Rage seethed and boiled beneath my skin. I was volcanic with it and only years of practicing iron-clad control allowed me to keep me seat as Elena elegantly perched on Rocco’s fat thigh.

He chuckled with satisfaction, leaning back in his chair in lazy triumph. “This is how all meetings should be conducted, eh, fratelli?”

On cue, his men laughed.

I studied them, looking for the difference between those who thought like him and those who were ruled by fear of him. It was the latter I would collect into my own keeping.

“So, Don Salvatore, what brings you back home?” An old Don, Pietro Cavalli, asked me in a warbled voice. “You fucked things up in the New World? I always say, the young have no respect for tradition.”

“Then you will not like what I’m going to propose, Don Cavalli,” I admitted easily, shifting my gaze to the younger men around the table. “Because my plan is rather radical.”

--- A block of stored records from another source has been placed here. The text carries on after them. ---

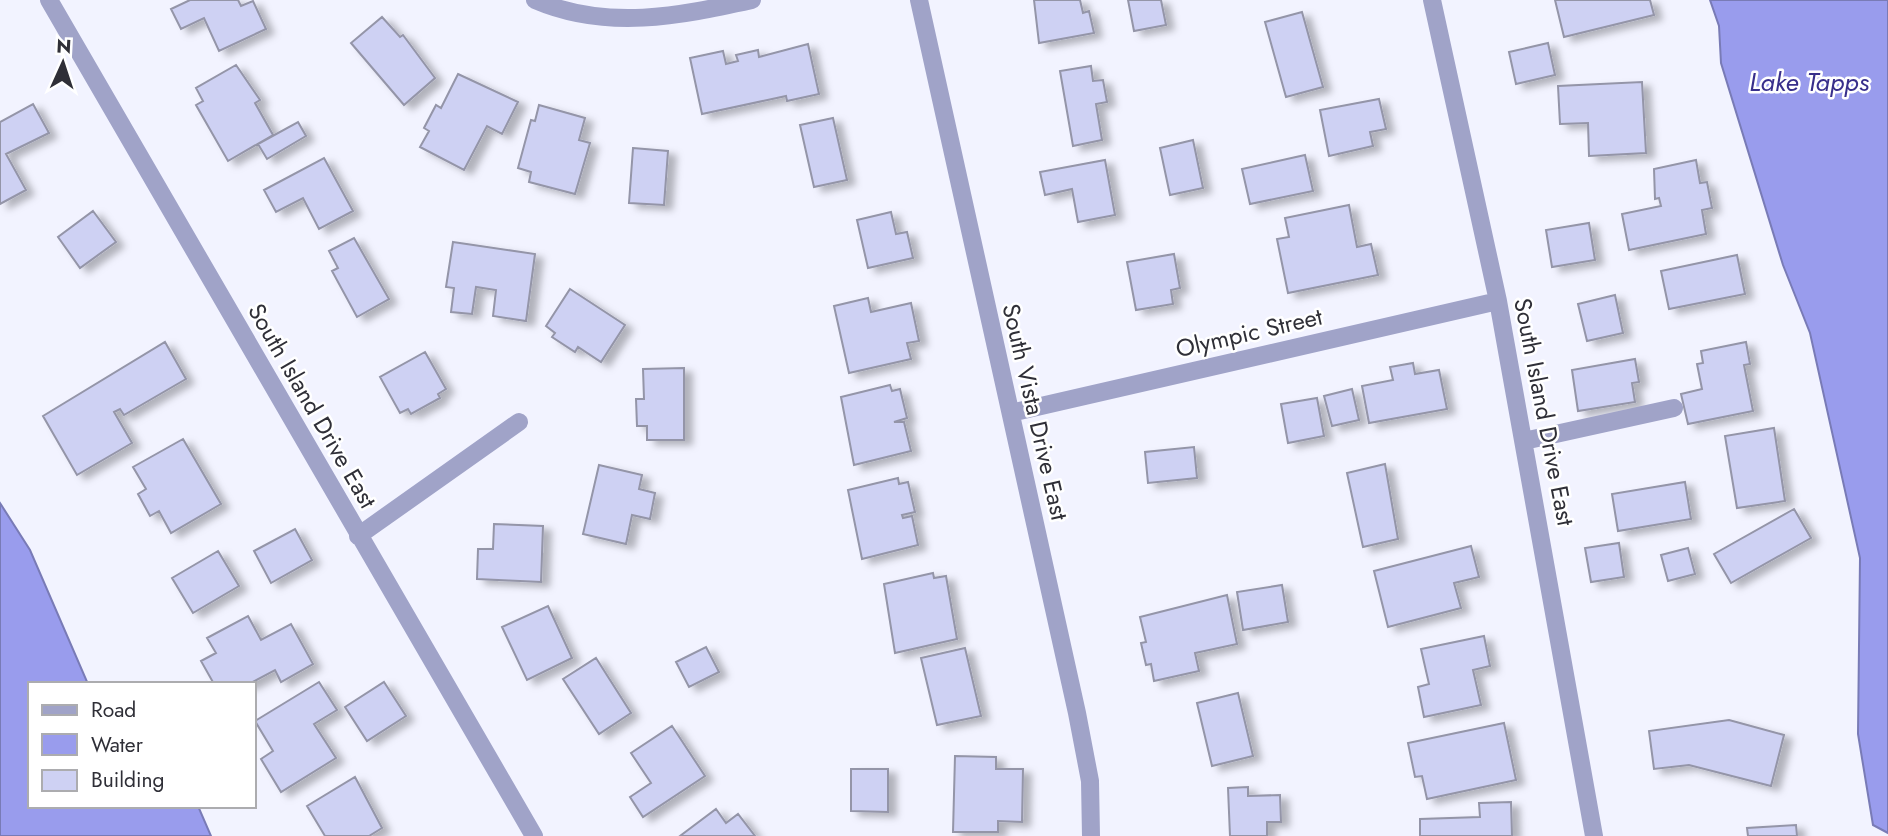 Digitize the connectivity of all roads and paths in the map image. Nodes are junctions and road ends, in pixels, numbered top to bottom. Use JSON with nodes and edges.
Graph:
{"nodes":[{"id":1,"x":49,"y":0,"type":"edge"},
{"id":2,"x":535,"y":0,"type":"edge"},
{"id":3,"x":752,"y":0,"type":"edge"},
{"id":4,"x":919,"y":0,"type":"edge"},
{"id":5,"x":1432,"y":0,"type":"edge"},
{"id":6,"x":1498,"y":301,"type":"junction"},
{"id":7,"x":1674,"y":408,"type":"dead end"},
{"id":8,"x":1011,"y":413,"type":"junction"},
{"id":9,"x":519,"y":422,"type":"dead end"},
{"id":10,"x":1524,"y":441,"type":"junction"},
{"id":11,"x":358,"y":536,"type":"junction"},
{"id":12,"x":534,"y":836,"type":"edge"},
{"id":13,"x":1091,"y":836,"type":"edge"},
{"id":14,"x":1594,"y":836,"type":"edge"}],
"edges":[{"from":1,"to":11,"type":"street","name":"South Island Drive East"},
{"from":2,"to":3,"type":"street"},
{"from":4,"to":8,"type":"street","name":"South Vista Drive East"},
{"from":5,"to":6,"type":"street","name":"South Island Drive East"},
{"from":6,"to":8,"type":"street","name":"Olympic Street"},
{"from":6,"to":10,"type":"street","name":"South Island Drive East"},
{"from":7,"to":10,"type":"street"},
{"from":8,"to":13,"type":"street","name":"South Vista Drive East"},
{"from":9,"to":11,"type":"street"},
{"from":10,"to":14,"type":"street","name":"South Island Drive East"},
{"from":11,"to":12,"type":"street","name":"South Island Drive East"}]}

“Radical?” Paulie Gotti’s eyes cut fierce lines into his thick-skinned forehead. “I guess we shouldn’t be surprised. You and Tore were always radicals.”

I inclined my head, accepting it as a compliment rather than a flaw. “I’ve heard that la Cosa Nostra are using the money funneling in from their American drug smuggling ring to get a leg up on our stronghold in Campania.”